As revelations continue about the US Government capturing and monitoring online activities and communications, I'm glad (and, ok, only a little bit smug) to see that more conversations are happening about just what privacy expectations we should give up by using modern Internet tools and services.

Most of the mainstream conversation has been focused on what information "big data" companies like Google, Twitter, Facebook and Apple do or don't hand over to the government and under what circumstances, and debating where those lines should be.

The built-in assumption here is that it's inevitable that these are the companies that will continue to have access to our private information and communications. I grant that it's a pretty safe assumption - I don't foresee a mass exodus from Facebook or a global boycott on iPhones - but I do think it's important to note that this is a choice we are making as users and consumers of these services.  We are the ones who click through the "terms of service" and "privacy policy" documents without reading them so we can get our hands on cool free stuff, we are the ones who are glad to entrust our intimate exchanges to technology we don't understand.

A certain amount of naiveté about the security and privacy implications of the tools we use is understandable here.  When I've given presentations on email privacy and security issues, some attendees are legitimately gasping at the new understanding that their e-mail messages are traversing the open internet as plain text messages that can potentially be read by any number of parties involved in the management of those servers and networks.  The average user probably assumes that the Internet was designed from the ground up to be a robust and secure way of conducting financial transactions and sending suggestive photos of themselves to amorous contacts.

And why not? We assume that cars wouldn't be for sale if they weren't safe to drive, we assume lawn-mowers have been designed in a way that means the blade probably won't fly off mid-mow, so of course we assume that widely used technology tools can't be doing anything too awful or else they wouldn't be so widely used, right?

For better or worse, we've crossed a threshold where average users don't have the time or interest in understanding the inner workings of the underlying tools and technologies that support and enable their daily connected lives.  I'm not saying I could explain all of the inner workings of a car engine or a lawn-mower to you, but the concepts are certainly accessible enough that most people can figure out the privacy implications of using those tools.  This isn't so with email, web services, mobile devices, the modern phone network, and cloud computing.  When most people use these tools, they're signing on to systems that are complex enough in construction and operation that users simply won't bother trying to understand all of the implications of usage, nor should they necessarily be expected to.  They have to trust that the providers and operators of those tools and services are doing the right thing in the fastest and most cost efficient way possible.  And if they want to audit that trust and those assumptions, it's a little more complicated than reading a lawn-mower manual.

Assuming that the thirst for participation in a global online communications network isn't going to go away any time soon, what we have left as a protection against abuse of that trust, then, is the idea that there are sufficient systems of accountability and oversight built in to our structures of government and culture.  That these systems are staffed by experts and engineers who DO have the time and knowledge to understand these technologies, so that the companies providing these tools and services can't bring harm to consumers and users, or misuse the access they have to our data.

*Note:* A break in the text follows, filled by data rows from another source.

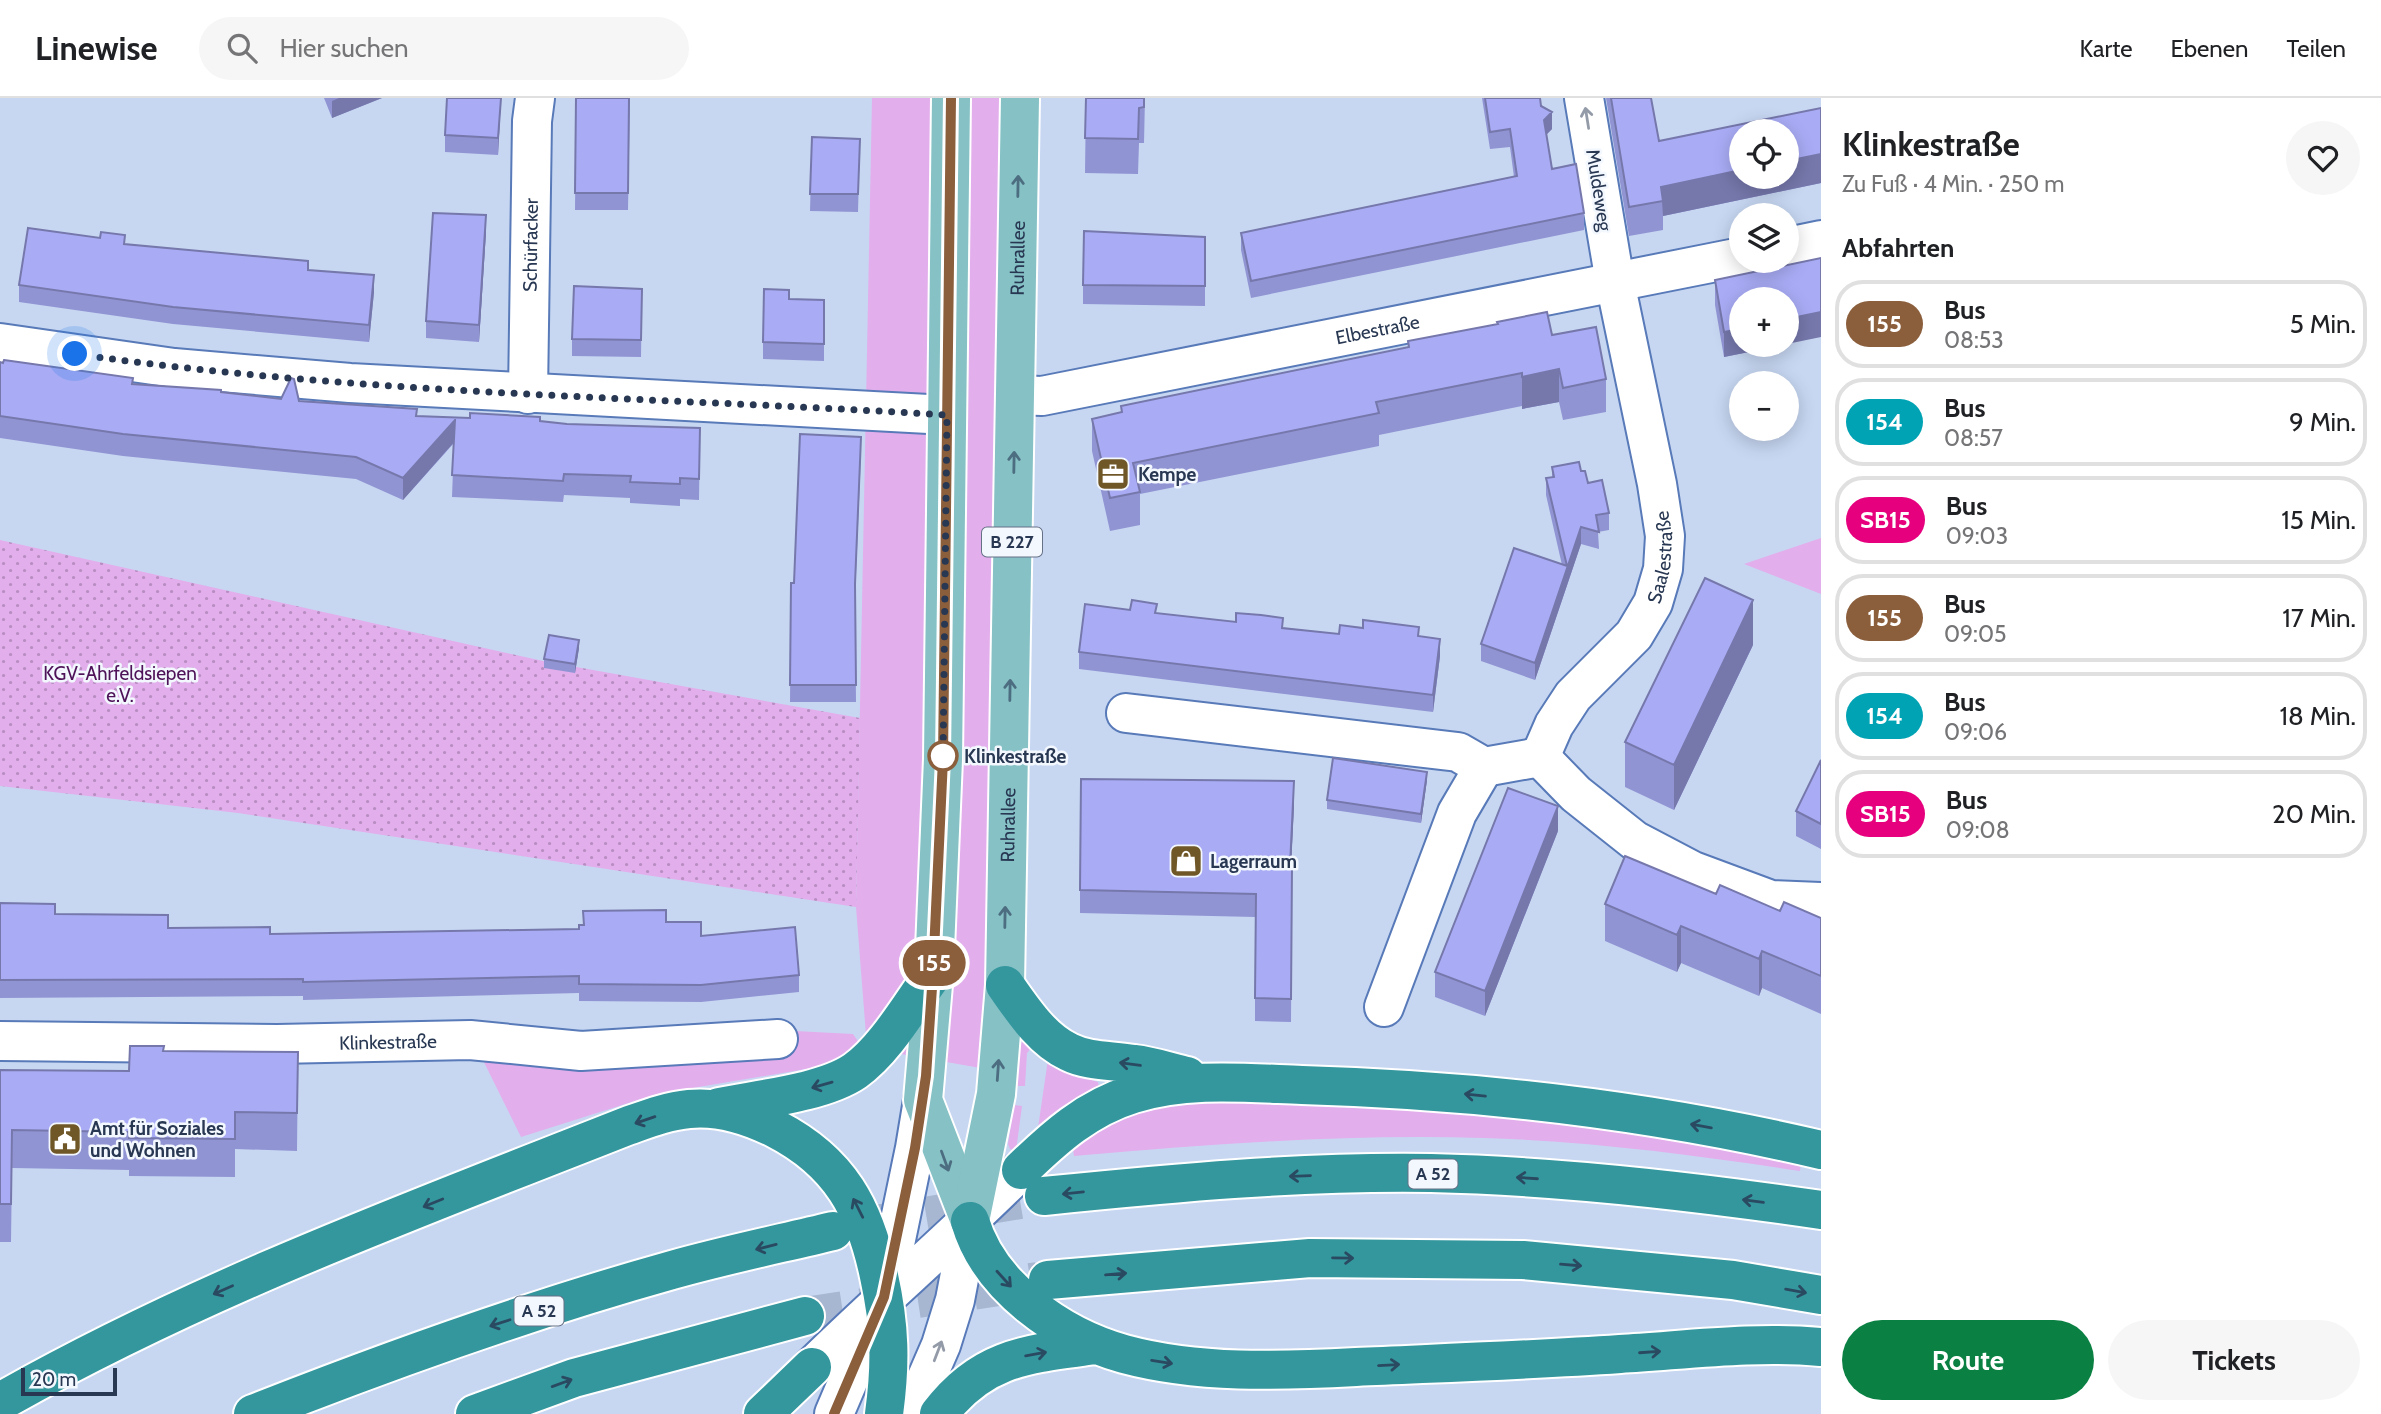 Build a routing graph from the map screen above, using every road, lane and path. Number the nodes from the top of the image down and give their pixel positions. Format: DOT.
graph roads {
  1 [pos="535,98"];
  2 [pos="951,98"];
  3 [pos="1020,98"];
  4 [pos="1584,98"];
  5 [pos="1821,240"];
  6 [pos="1799,245"];
  7 [pos="1729,259"];
  8 [pos="1615,282"];
  9 [pos="0,343"];
  10 [pos="528,394"];
  11 [pos="1014,395"];
  12 [pos="947,415"];
  13 [pos="1126,713"];
  14 [pos="1540,757"];
  15 [pos="1484,767"];
  16 [pos="1821,902"];
  17 [pos="933,973"];
  18 [pos="1004,985"];
  19 [pos="1384,1007"];
  20 [pos="778,1039"];
  21 [pos="0,1041"];
  22 [pos="1220,1083"];
  23 [pos="923,1100"];
  24 [pos="712,1109"];
  25 [pos="1821,1150"];
  26 [pos="1032,1183"];
  27 [pos="1821,1210"];
  28 [pos="970,1221"];
  29 [pos="832,1231"];
  30 [pos="1048,1280"];
  31 [pos="1821,1295"];
  32 [pos="884,1297"];
  33 [pos="805,1316"];
  34 [pos="1096,1345"];
  35 [pos="1821,1347"];
  36 [pos="812,1367"];
  37 [pos="0,1402"];
  38 [pos="834,1413"];
  39 [pos="253,1414"];
  40 [pos="475,1414"];
  41 [pos="762,1414"];
  42 [pos="884,1414"];
  43 [pos="911,1414"];
  44 [pos="939,1414"];
  1 -- 10 [label="street, Schürfacker"];
  2 -- 12 [label="main road"];
  11 -- 3 [label="main road, Ruhrallee / B 227, one-way"];
  8 -- 4 [label="street, Muldeweg, one-way"];
  5 -- 6 [label="street"];
  7 -- 8 [label="street, Elbestraße"];
  8 -- 11 [label="street, Elbestraße"];
  8 -- 14 [label="street, Saalestraße"];
  9 -- 10 [label="street"];
  10 -- 12 [label="street"];
  18 -- 11 [label="main road, Ruhrallee / B 227, one-way"];
  12 -- 17 [label="main road"];
  13 -- 15 [label="street"];
  14 -- 15 [label="street"];
  14 -- 16 [label="street"];
  15 -- 19 [label="street"];
  17 -- 23 [label="main road"];
  17 -- 24 [label="highway, one-way"];
  22 -- 18 [label="highway, one-way"];
  28 -- 18 [label="main road, Ruhrallee / B 227, one-way"];
  20 -- 21 [label="street, Klinkestraße"];
  25 -- 22 [label="highway, one-way"];
  22 -- 26 [label="highway"];
  23 -- 28 [label="main road, one-way"];
  23 -- 32 [label="street"];
  32 -- 24 [label="highway, one-way"];
  24 -- 37 [label="highway, one-way"];
  27 -- 26 [label="highway, A 52, one-way"];
  26 -- 28 [label="street"];
  28 -- 32 [label="street"];
  28 -- 34 [label="highway, one-way"];
  43 -- 28 [label="street, Ruhrallee, one-way"];
  29 -- 39 [label="highway, A 52, one-way"];
  30 -- 31 [label="highway, one-way"];
  32 -- 36 [label="street"];
  32 -- 38 [label="street"];
  32 -- 42 [label="highway"];
  40 -- 33 [label="highway, one-way"];
  34 -- 35 [label="highway, one-way"];
  44 -- 34 [label="highway, one-way"];
  36 -- 41 [label="highway"];
}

But we don't have those systems of accountability and oversight in place, not in any meaningful way.  In fact, the government is seemingly delighted to have private sector organizations doing all of the hard work of collecting personal data, routing phone calls and maintaining infrastructure, and all it has to do is tap in to the resulting transactions as they fly by.  Of course, we've enabled this reality with our choices and inaction as well.  Over the last few decades, we've allowed legislation to pass and Presidential executive orders to stand that have brought this surveillance state into existence and then helped it thrive (with even more private contractors making lots of money on it along the way).

In that way, maybe it's fair to compare the machinations of the US federal government to the complexity of the Internet - few people have the time or inclination to understand or follow the inner workings, and most of us can only hope and trust that it's working in our favor.  Like the online software we use, we click on through the US Government "terms of service" without much of a pause, and wait for shiny, fun things to appear before us.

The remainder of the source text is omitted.